4. The learned Judicial Member pointed out that the land belongs to the assessee and the cost of digging was allowable to the assessee. The assessee was not incurring any expenditure as anything was not going out of the assessee's funds and no depreciation was allowable on land. The assessee's contention before the authorities was that the land was diminishing in value and the assessee must be compensated for that. The Judicial Member was of the view that the land was not being treated as stock-in-trade in the profit and loss account. It is not a case where the land was being shown in the opening stock at one value and the closing stock at another value. As this had not been done and it has not been shown that the value of the land was lower at the end of the year, the deduction could not be allowed to the assessee.
5. I have considered the facts of the case. I have noted that in the earlier years the assessee has been claiming this deduction and the same has been allowed to the assessee from the assessment year 1975-76. When the matter had been considered by the Tribunal in that year the basis of this claim had been upheld and the reasoning given by the Income-tax Officer was disapproved. It was also observed that the quantum of the debit was also reasonable. The Bench had also noted that in some years like 1977-78 as against a claim of Rs. 38,960 the Income-tax Officer himself had allowed a deduction of Rs. 8,000 but had disallowed the balance of Rs. 30,960. Thus even according to the Income-tax Officer, some cost had to be attributed to the use of earth. In the yea,r 1975-76 the first appellate authority himself had allowed the assessee's claim. It has been brought to our notice that in all the years including the year following the current year, i.e., the assessment year 1979-80, the claim based on similar calculation has been allowed. Against that no appeal was filed by the Department. Thus, we have a case where the claim of the assessee has been allowed in all the years except the year under consideration.

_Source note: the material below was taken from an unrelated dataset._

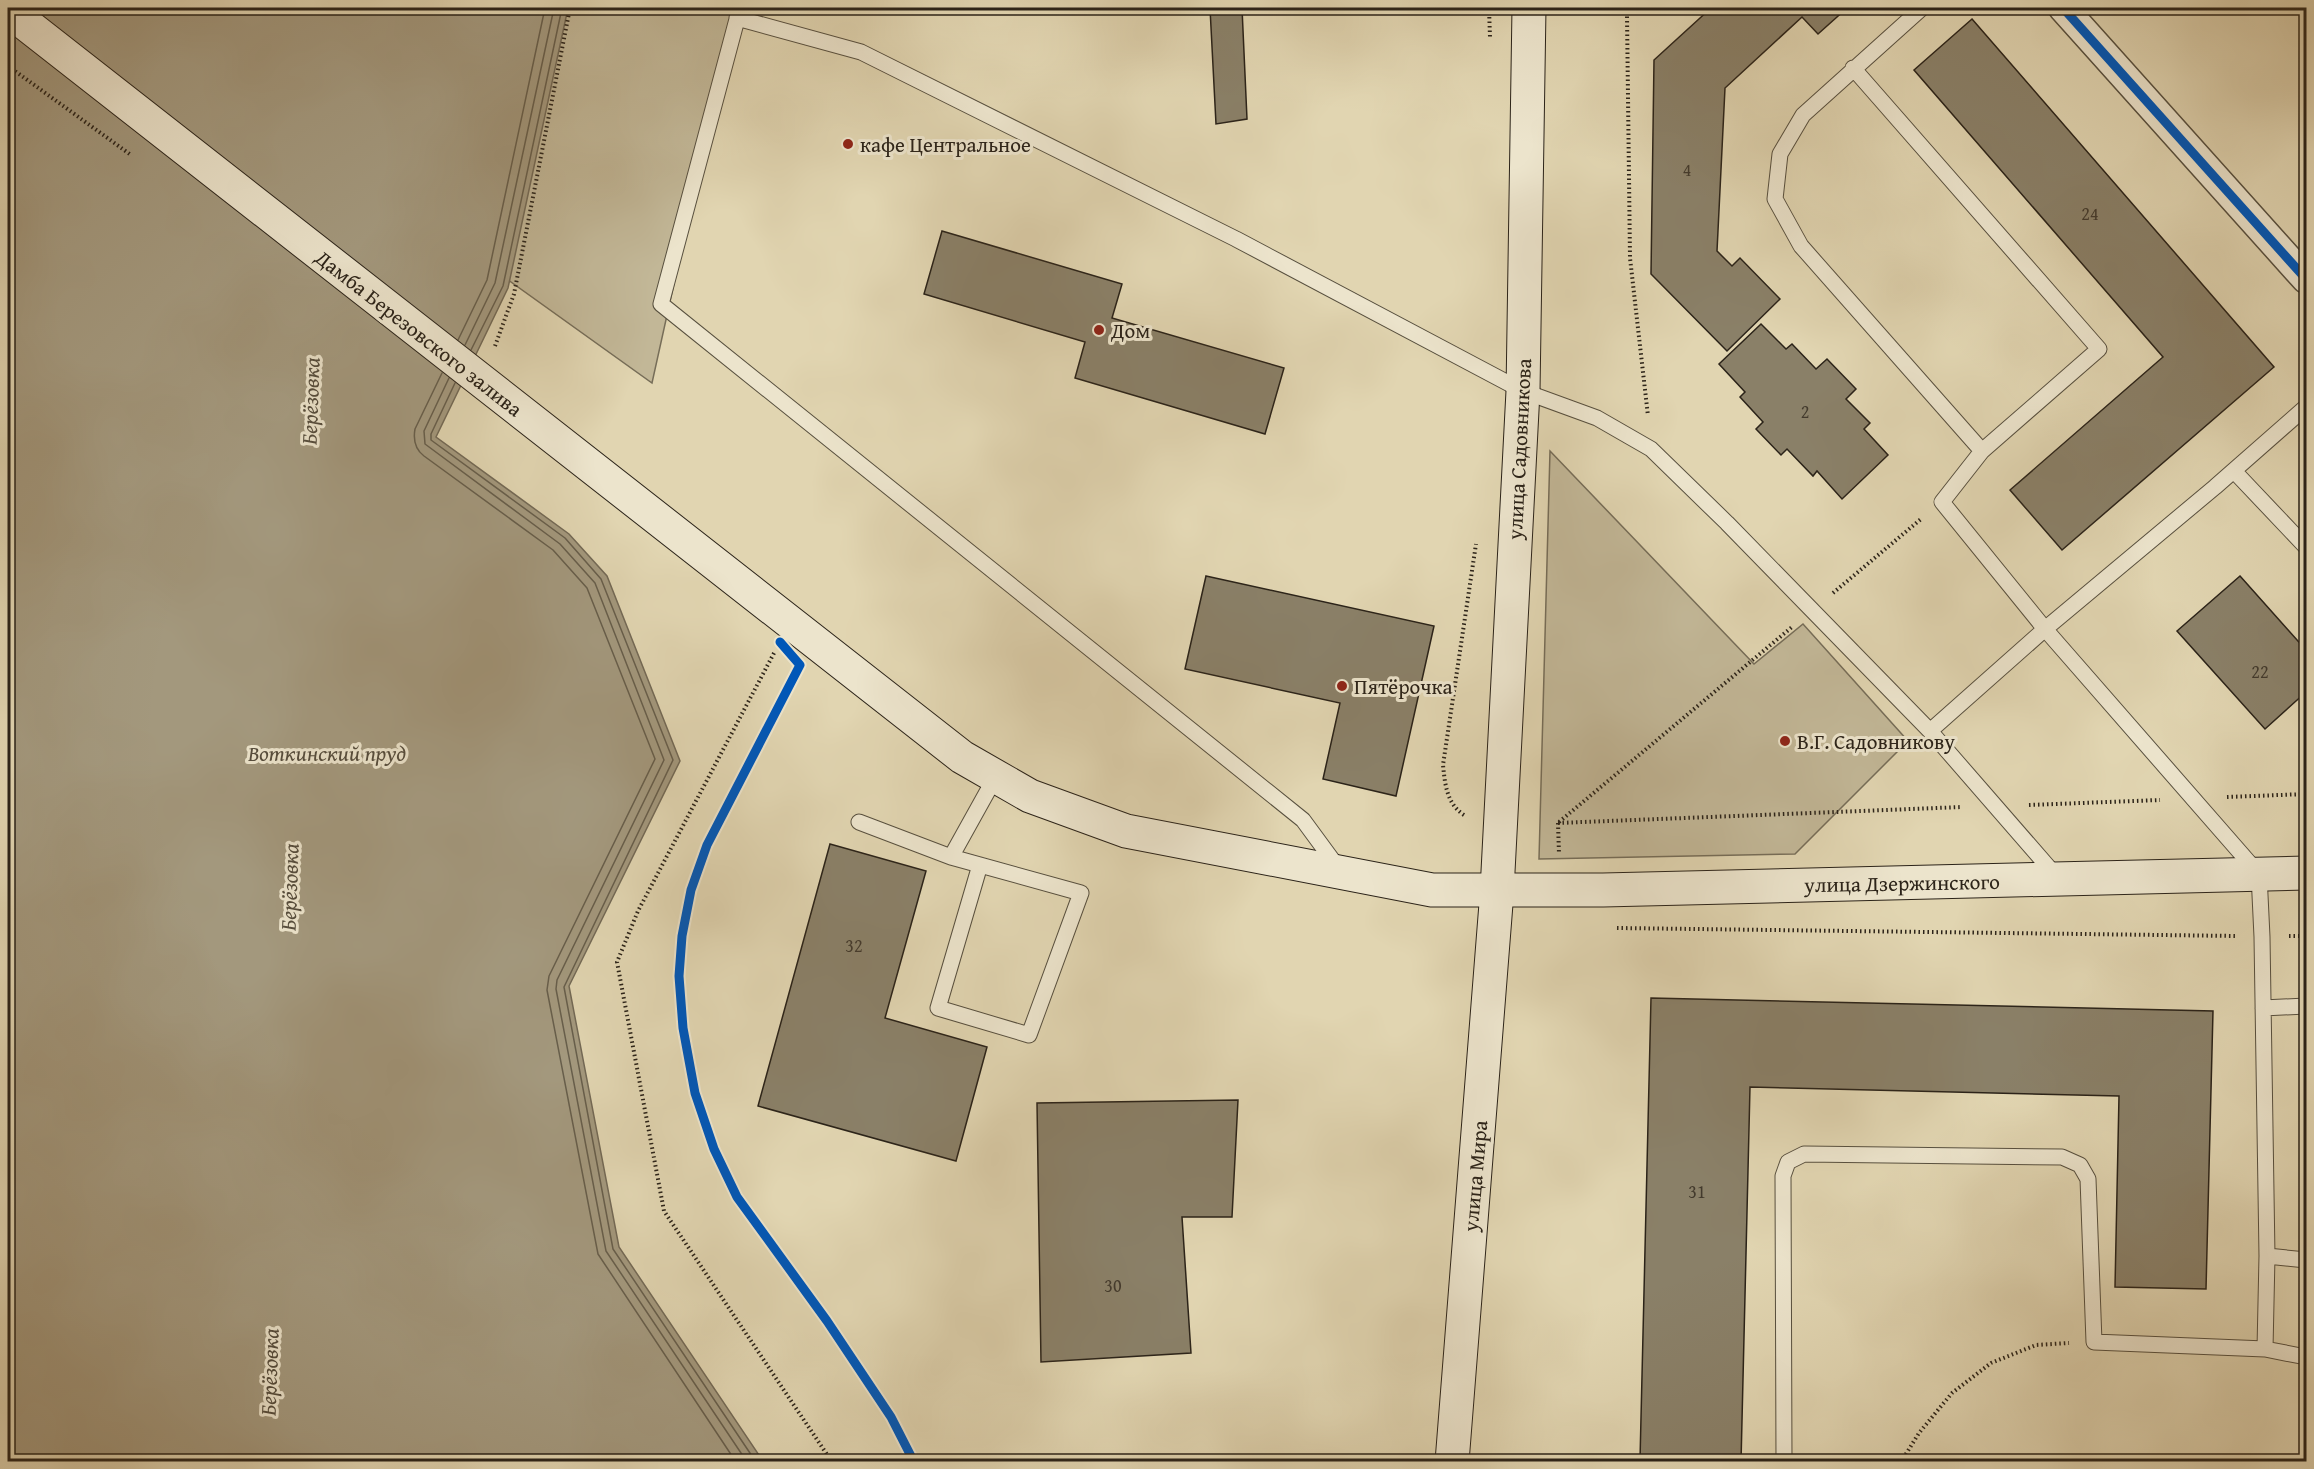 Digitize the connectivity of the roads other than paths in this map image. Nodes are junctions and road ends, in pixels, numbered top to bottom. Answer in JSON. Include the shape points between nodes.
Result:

6. Earth is a necessary raw material for the manufacture of bricks. If the assessee had purchased it, he would have to pay for it. As it is dug out from his own land, he is not paying anything for the earth but is suffering a diminution in the value of the land. After digging it for several years, the assessee will have to incur substantial expenditure for filling the pit and then only the land, in question, can be used for sale. The assessee has to keep in mind the diminution in the value of the land as well as the expenditure which has to be incurred for bringing back the land in the original condition. It was in view of this, that in the earlier year the claim of the assessee has been allowed. There has been no difference on the question of the quantum of deduction to be allowed. It has already been held by the earlier Bench that the basis was reasonable. When a particular Bench after considering the facts in detail, had decided this question, which was basically of fact, the subsequent Benches should normally follow it. I am, therefore, inclined to agree with the learned Accountant Member that the claim of the assessee was to be allowed.
7. The matter will now go back to the original Bench so as to enable it to pass an order in conformity with the majority view.